Proprietary estoppel and time for service of statutory notice by landlord

In Newport City Council v Charles ([2008] EWCA Civ 1541, CA (Eng)) C lived with his mother who had a secure tenancy for the purposes of England’s Housing Act 1985. C learned that it was unlikely that he would be able to take over the tenancy when his mother died. He did not inform the council when she died. For three years he paid the rent and council tax in her name. When the council eventually learned of her death, it served a notice of possession proceedings on C. It relied on ground 16 of schedule 2 to the Act (the dwelling was more extensive than C reasonably required). Such a notice had to be served not less than 6 nor more than 12 months after the previous tenant’s death. C’s deception had made it impossible for the council to serve a notice before the 12 months period had expired. The council sought to rely on proprietary estoppel to allow it to serve the notice outside the time period (because only proprietary estoppel could be used as a cause of action).
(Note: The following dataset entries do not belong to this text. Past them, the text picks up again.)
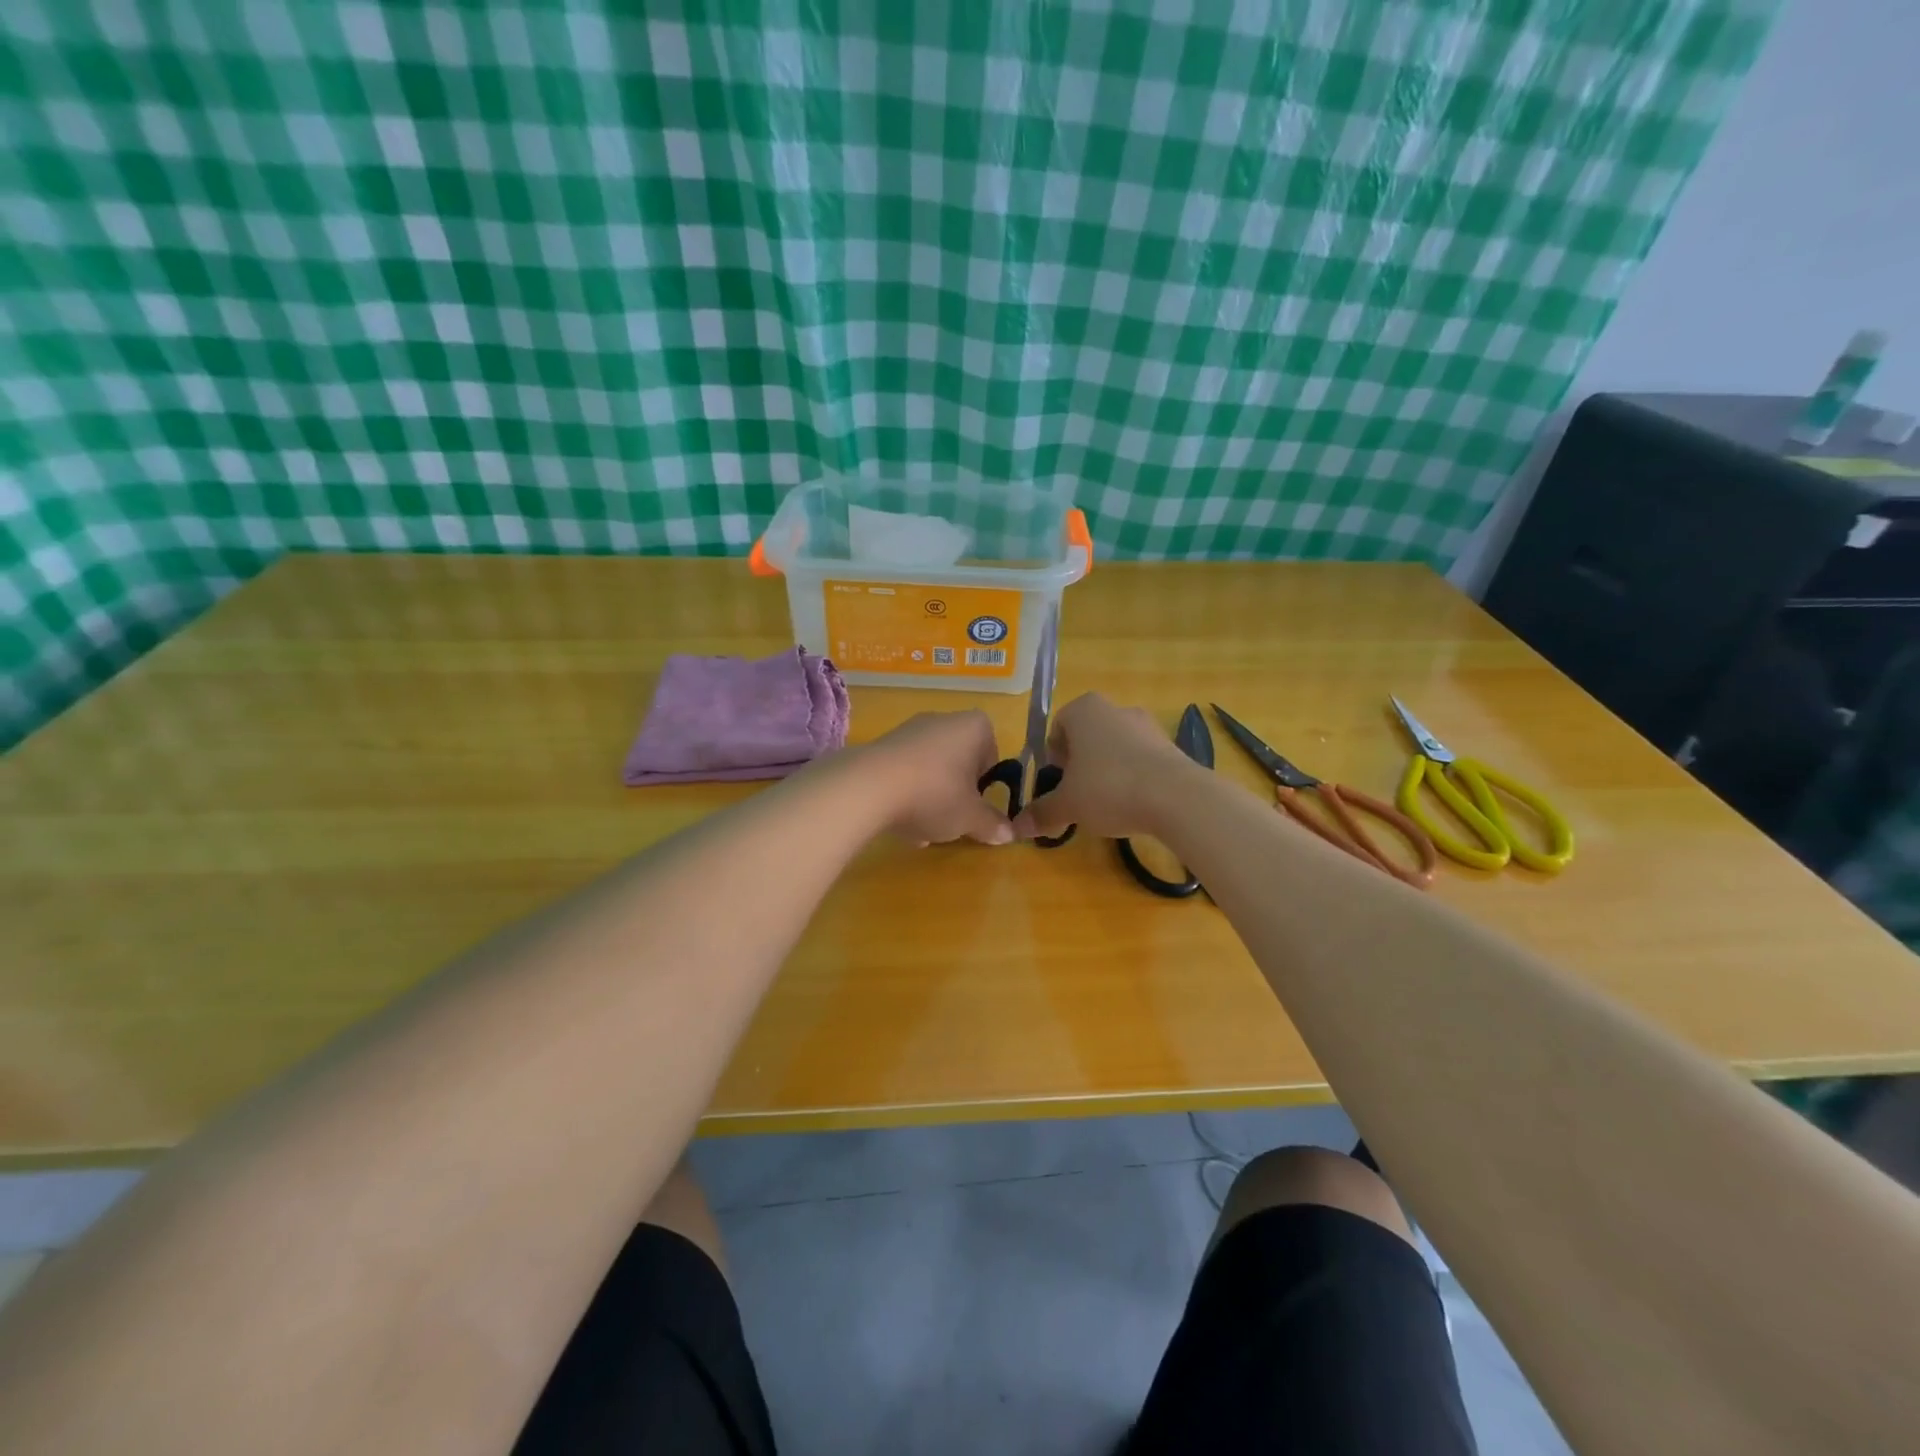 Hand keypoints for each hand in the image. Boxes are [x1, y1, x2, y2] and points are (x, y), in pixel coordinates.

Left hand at [857, 711, 1015, 846]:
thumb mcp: (971, 817)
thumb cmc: (936, 794)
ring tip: (923, 829)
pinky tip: (900, 822)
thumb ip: (992, 824)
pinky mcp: (880, 746)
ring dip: (930, 797)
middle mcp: (943, 720)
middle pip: (959, 760)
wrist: (869, 787)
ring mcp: (908, 730)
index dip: (987, 780)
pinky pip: (904, 772)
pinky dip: (906, 794)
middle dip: (957, 791)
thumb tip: (1008, 834)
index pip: (992, 750)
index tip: (978, 803)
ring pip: (930, 768)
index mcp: (974, 727)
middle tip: (953, 819)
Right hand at [1012, 693, 1191, 840]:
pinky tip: (1134, 805)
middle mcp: (1116, 709)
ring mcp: (1148, 725)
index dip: (1053, 755)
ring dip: (1106, 771)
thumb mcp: (1068, 805)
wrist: (1177, 797)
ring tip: (1106, 804)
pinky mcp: (1172, 746)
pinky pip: (1141, 760)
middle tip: (1077, 794)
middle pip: (1087, 736)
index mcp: (1084, 710)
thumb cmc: (1109, 789)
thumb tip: (1017, 827)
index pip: (1058, 726)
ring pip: (1115, 748)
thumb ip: (1042, 812)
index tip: (1056, 781)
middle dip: (1079, 763)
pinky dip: (1133, 778) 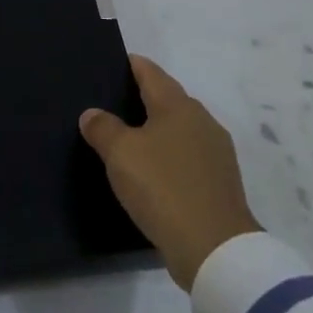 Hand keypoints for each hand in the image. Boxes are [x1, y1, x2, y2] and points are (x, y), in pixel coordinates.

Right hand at [79, 54, 260, 290]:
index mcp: (178, 106)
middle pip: (168, 99)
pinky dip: (169, 157)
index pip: (151, 72)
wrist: (215, 250)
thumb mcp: (121, 154)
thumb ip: (103, 128)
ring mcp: (216, 153)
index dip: (131, 65)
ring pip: (179, 129)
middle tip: (112, 103)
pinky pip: (187, 157)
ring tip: (128, 138)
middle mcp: (202, 121)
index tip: (112, 63)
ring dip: (157, 130)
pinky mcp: (220, 183)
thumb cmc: (163, 188)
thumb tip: (93, 114)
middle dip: (143, 98)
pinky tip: (152, 171) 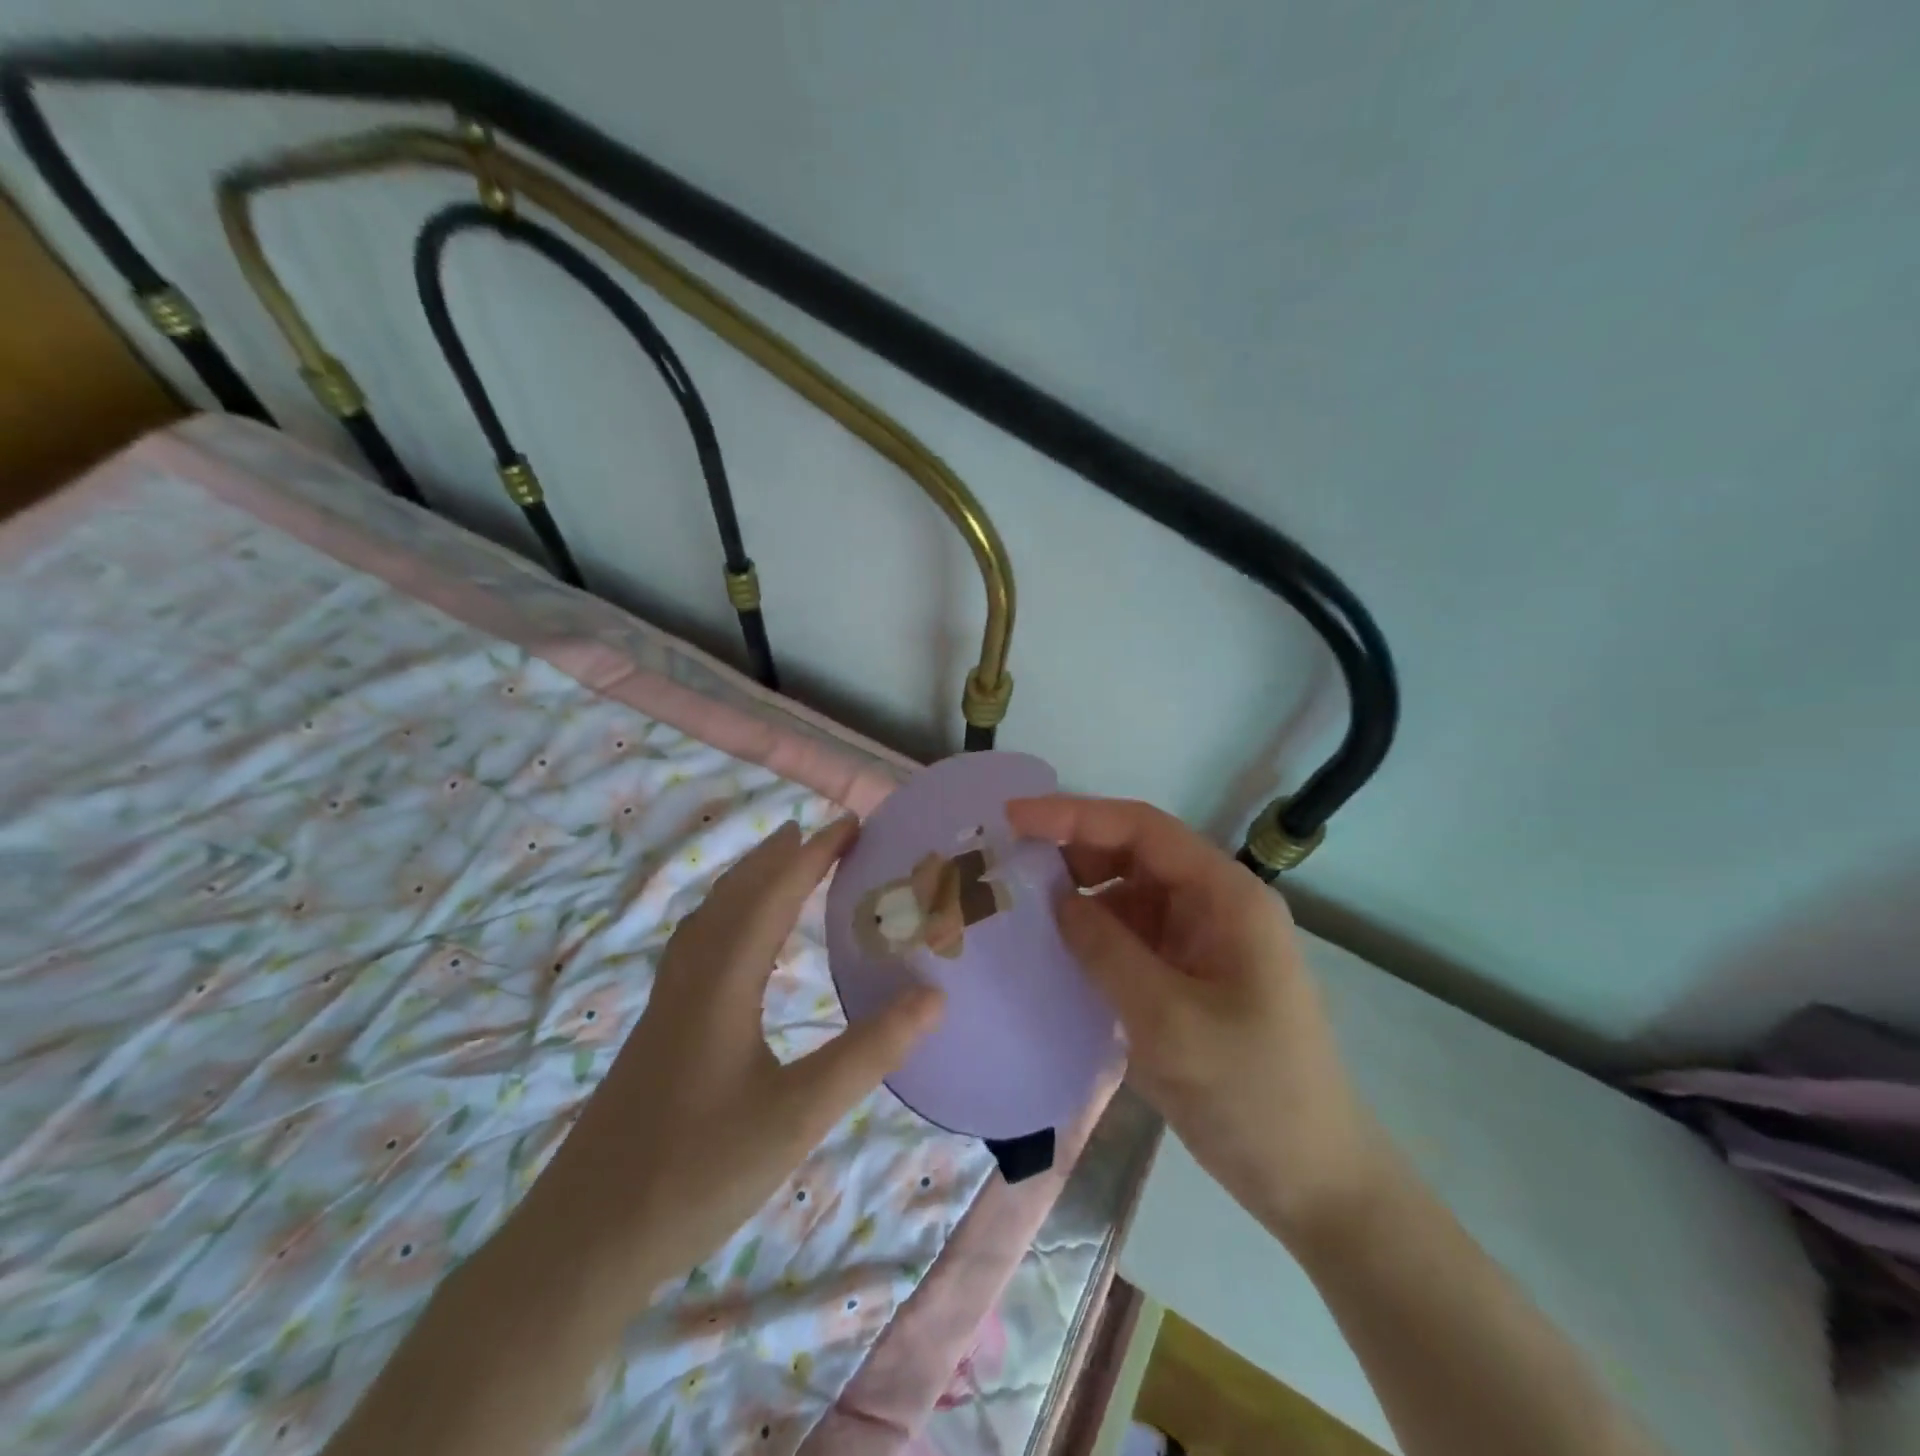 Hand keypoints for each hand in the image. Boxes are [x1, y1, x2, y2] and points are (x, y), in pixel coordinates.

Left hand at [511, 818, 943, 1301]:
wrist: (582, 1242)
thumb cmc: (697, 1173)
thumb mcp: (798, 1115)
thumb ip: (869, 1052)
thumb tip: (934, 995)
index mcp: (723, 984)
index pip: (773, 896)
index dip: (812, 855)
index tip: (850, 823)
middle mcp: (690, 980)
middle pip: (734, 897)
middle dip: (777, 857)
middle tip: (817, 833)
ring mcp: (665, 1008)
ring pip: (708, 921)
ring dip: (747, 884)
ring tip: (778, 869)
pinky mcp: (655, 1035)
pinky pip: (696, 949)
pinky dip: (725, 920)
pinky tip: (732, 949)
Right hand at [1006, 795, 1387, 1244]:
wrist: (1313, 1181)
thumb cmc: (1251, 1094)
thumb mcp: (1168, 1020)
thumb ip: (1107, 950)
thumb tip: (1056, 900)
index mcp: (1227, 896)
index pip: (1142, 829)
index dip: (1075, 815)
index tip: (1013, 818)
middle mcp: (1216, 905)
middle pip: (1135, 855)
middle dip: (1072, 853)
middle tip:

The council failed. C’s actions undoubtedly amounted to a representation and the council had detrimentally relied on it by not serving notice earlier. There was, however, no role for proprietary estoppel in the present context (even though an estoppel would promote rather than subvert the relevant statutory policy).

‘What the housing authority seeks to do is no more nor less than to raise a strictly statutory claim to possession in a strictly statutory context. That ambition as it seems to me cannot be fulfilled as the fruit of a proprietary estoppel.’ ([27], Laws L.J.)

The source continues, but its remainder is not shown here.